Ketua Badan Pengurus Daerah (BPD) Asosisasi Pengusaha Indonesia (Apindo) Jabar, Dedy Widjaja, mengemukakan, efek terbitnya American First membuat negara-negara yang selama ini mengekspor produknya ke AS, mengalihkan target pasarnya ke negara-negara lain, tidak terkecuali Indonesia. “Kondisi itu berpotensi membuat Indonesia, khususnya, Jabar, berpotensi dibanjiri produk-produk impor, termasuk asal Tiongkok,” tandas Dedy, saat Seminar Ekonomi dan Politik di Balai Pelatihan Kerja Dinas Tenaga Kerja dan Transmigrasi (Disnakertrans) Jabar, Jalan Gatotsubroto Bandung, Sabtu (3/2).
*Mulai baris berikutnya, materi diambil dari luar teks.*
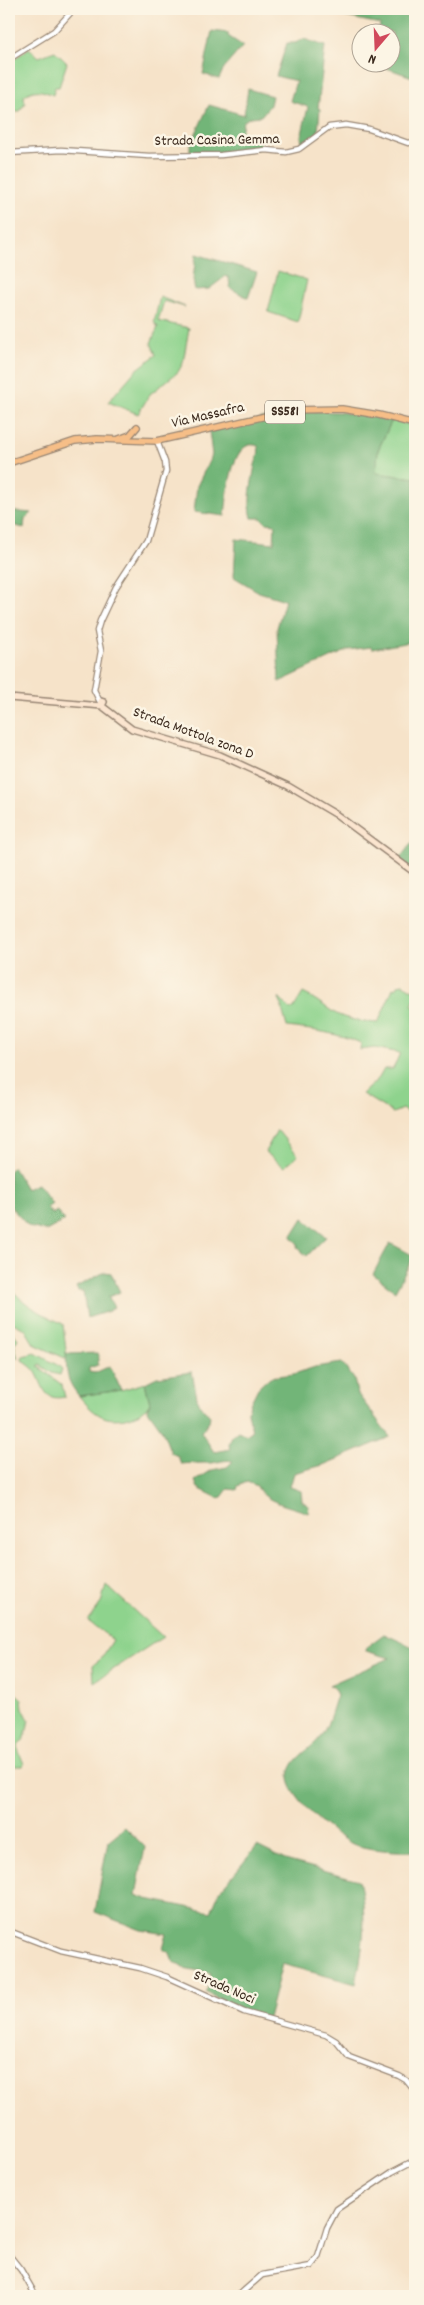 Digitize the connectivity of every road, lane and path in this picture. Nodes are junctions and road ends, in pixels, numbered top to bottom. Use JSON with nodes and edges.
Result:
{"nodes":[{"id":1,"x":74,"y":9,"type":"edge"},
{"id":2,"x":9,"y":59,"type":"edge"},
{"id":3,"x":415,"y":142,"type":"edge"},
{"id":4,"x":9,"y":153,"type":"edge"},
{"id":5,"x":415,"y":424,"type":"edge"},
{"id":6,"x":135,"y":431,"type":"junction"},
{"id":7,"x":118,"y":440,"type":"junction"},
{"id":8,"x":133,"y":441,"type":"junction"},
{"id":9,"x":146,"y":441,"type":"junction"},
{"id":10,"x":156,"y":441,"type":"junction"},
{"id":11,"x":9,"y":463,"type":"edge"},
{"id":12,"x":9,"y":698,"type":"edge"},
{"id":13,"x":101,"y":702,"type":"junction"},
{"id":14,"x":415,"y":873,"type":"edge"},
{"id":15,"x":9,"y":1931,"type":"edge"},
{"id":16,"x":415,"y":2091,"type":"edge"},
{"id":17,"x":415,"y":2160,"type":"edge"},
{"id":18,"x":9,"y":2255,"type":"edge"},
{"id":19,"x":36,"y":2296,"type":"edge"},
{"id":20,"x":238,"y":2296,"type":"edge"}],
"edges":[{"from":1,"to":2,"type":"street"},
{"from":3,"to":4,"type":"street","name":"Strada Casina Gemma"},
{"from":5,"to":10,"type":"main road","name":"Via Massafra","number":"SS581"},
{"from":6,"to":7,"type":"main road"},
{"from":6,"to":8,"type":"main road"},
{"from":6,"to":9,"type":"main road"},
{"from":7,"to":8,"type":"main road","name":"Via Massafra","number":"SS581"},
{"from":7,"to":11,"type":"main road","name":"Via Massafra","number":"SS581"},
{"from":8,"to":9,"type":"main road","name":"Via Massafra","number":"SS581"},
{"from":9,"to":10,"type":"main road","name":"Via Massafra","number":"SS581"},
{"from":10,"to":13,"type":"street"},
{"from":12,"to":13,"type":"main road"},
{"from":13,"to":14,"type":"main road","name":"Strada Mottola zona D"},
{"from":15,"to":16,"type":"street","name":"Strada Noci"},
{"from":17,"to":20,"type":"street"},
{"from":18,"to":19,"type":"street"}]} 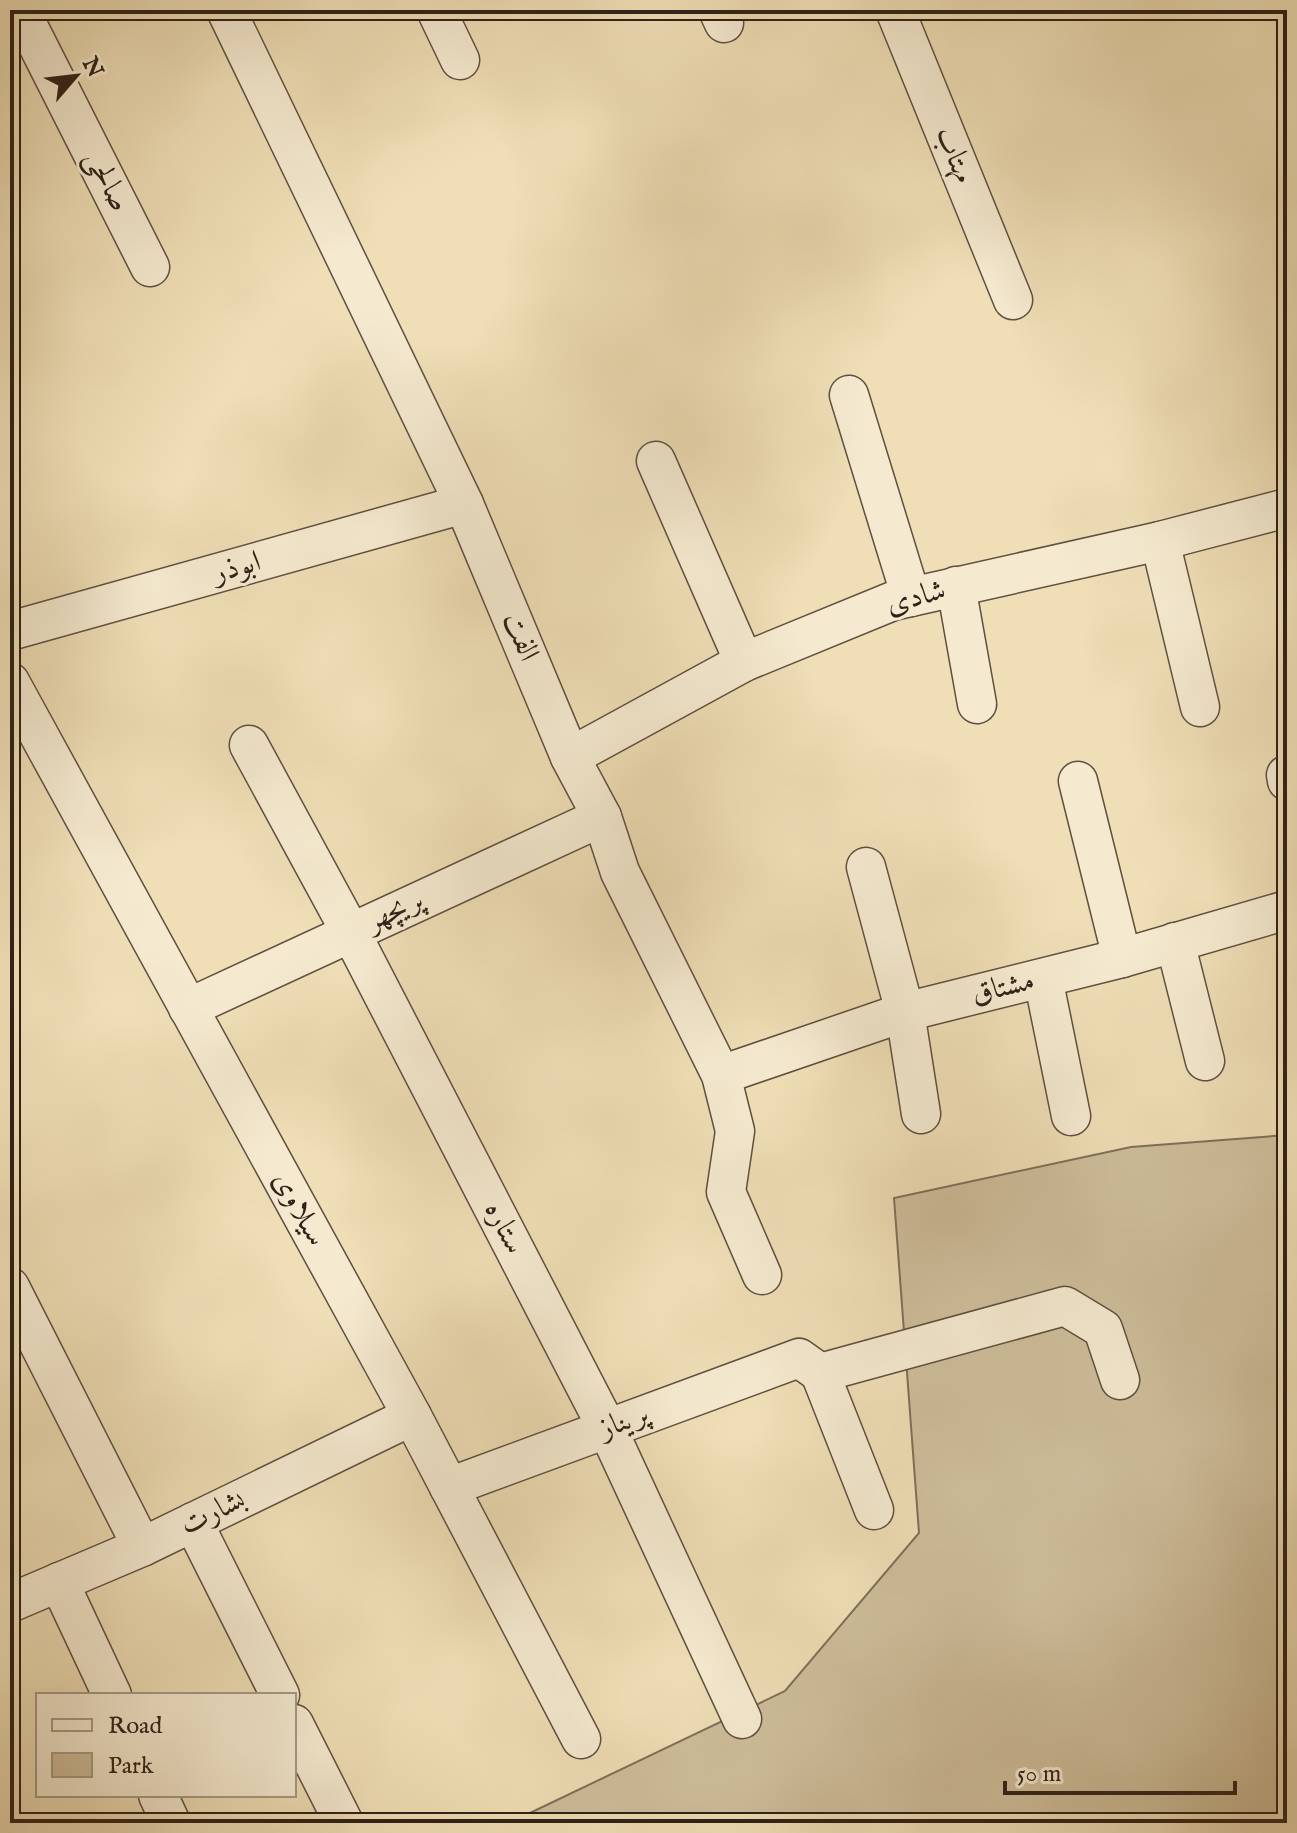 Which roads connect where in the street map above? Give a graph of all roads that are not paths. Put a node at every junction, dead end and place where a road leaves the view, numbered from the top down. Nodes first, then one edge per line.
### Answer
1 (20, 10) edge
2 (226, 10) edge
3 (436, 10) edge
4 (895, 10) edge
5 (460, 60) dead end
6 (150, 267) dead end
7 (1013, 300) dead end
8 (849, 395) dead end
9 (656, 461) dead end
10 (464, 504) junction
11 (1287, 508) edge
12 (1160, 541) junction
13 (956, 586) junction
14 (911, 597) junction
15 (10, 631) edge
16 (744, 662) junction
17 (10, 682) edge
18 (977, 704) dead end
19 (1200, 707) dead end
20 (249, 745) dead end
21 (570, 757) junction
22 (1078, 781) dead end
23 (602, 817) junction
24 (866, 867) dead end
25 (1287, 910) edge
26 (350, 931) junction
27 (1175, 942) junction
28 (1122, 958) junction
29 (1043, 978) junction
30 (188, 1008) junction
31 (905, 1012) junction
32 (1205, 1061) dead end
33 (721, 1075) junction
34 (921, 1114) dead end
35 (1071, 1116) dead end
36 (762, 1275) dead end
37 (10, 1287) edge
38 (809, 1366) junction
39 (1120, 1380) dead end
40 (412, 1416) junction
41 (607, 1428) junction
42 (449, 1487) junction
43 (874, 1510) dead end
44 (193, 1522) junction
45 (142, 1547) junction
46 (59, 1582) junction
47 (10, 1603) edge
48 (111, 1693) edge
49 (279, 1693) edge
50 (742, 1719) dead end
51 (296, 1728) edge
52 (581, 1739) dead end
53 (159, 1797) edge
54 (171, 1823) edge
55 (344, 1823) edge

Menurutnya, masuknya beragam komoditi asing itu dapat menjadi sebuah persoalan baru. Situasi itu, lanjutnya, membuat pelaku usaha menetapkan harga jual yang bersaing, meski tidak sebanding dengan biaya produksi. Akibatnya, ujarnya, pemasukan industri tidak lebih besar daripada biaya produksi.  “Ini supaya produk lokal terserap publik,” kata Dedy.

Dedy berpandangan, idealnya, pemerintah melakukan upaya-upaya kongkret menyikapi kondisi ini. Jika situasi ini tidak berubah, ucap Dedy, tentunya, hal ini dapat menjadi ancaman industri nasional. “Kalau biaya produksi melebihi pendapatan, ini berefek negatif pada industri. Dampak terburuknya, industru Jabar dibayangi kebangkrutan,” paparnya.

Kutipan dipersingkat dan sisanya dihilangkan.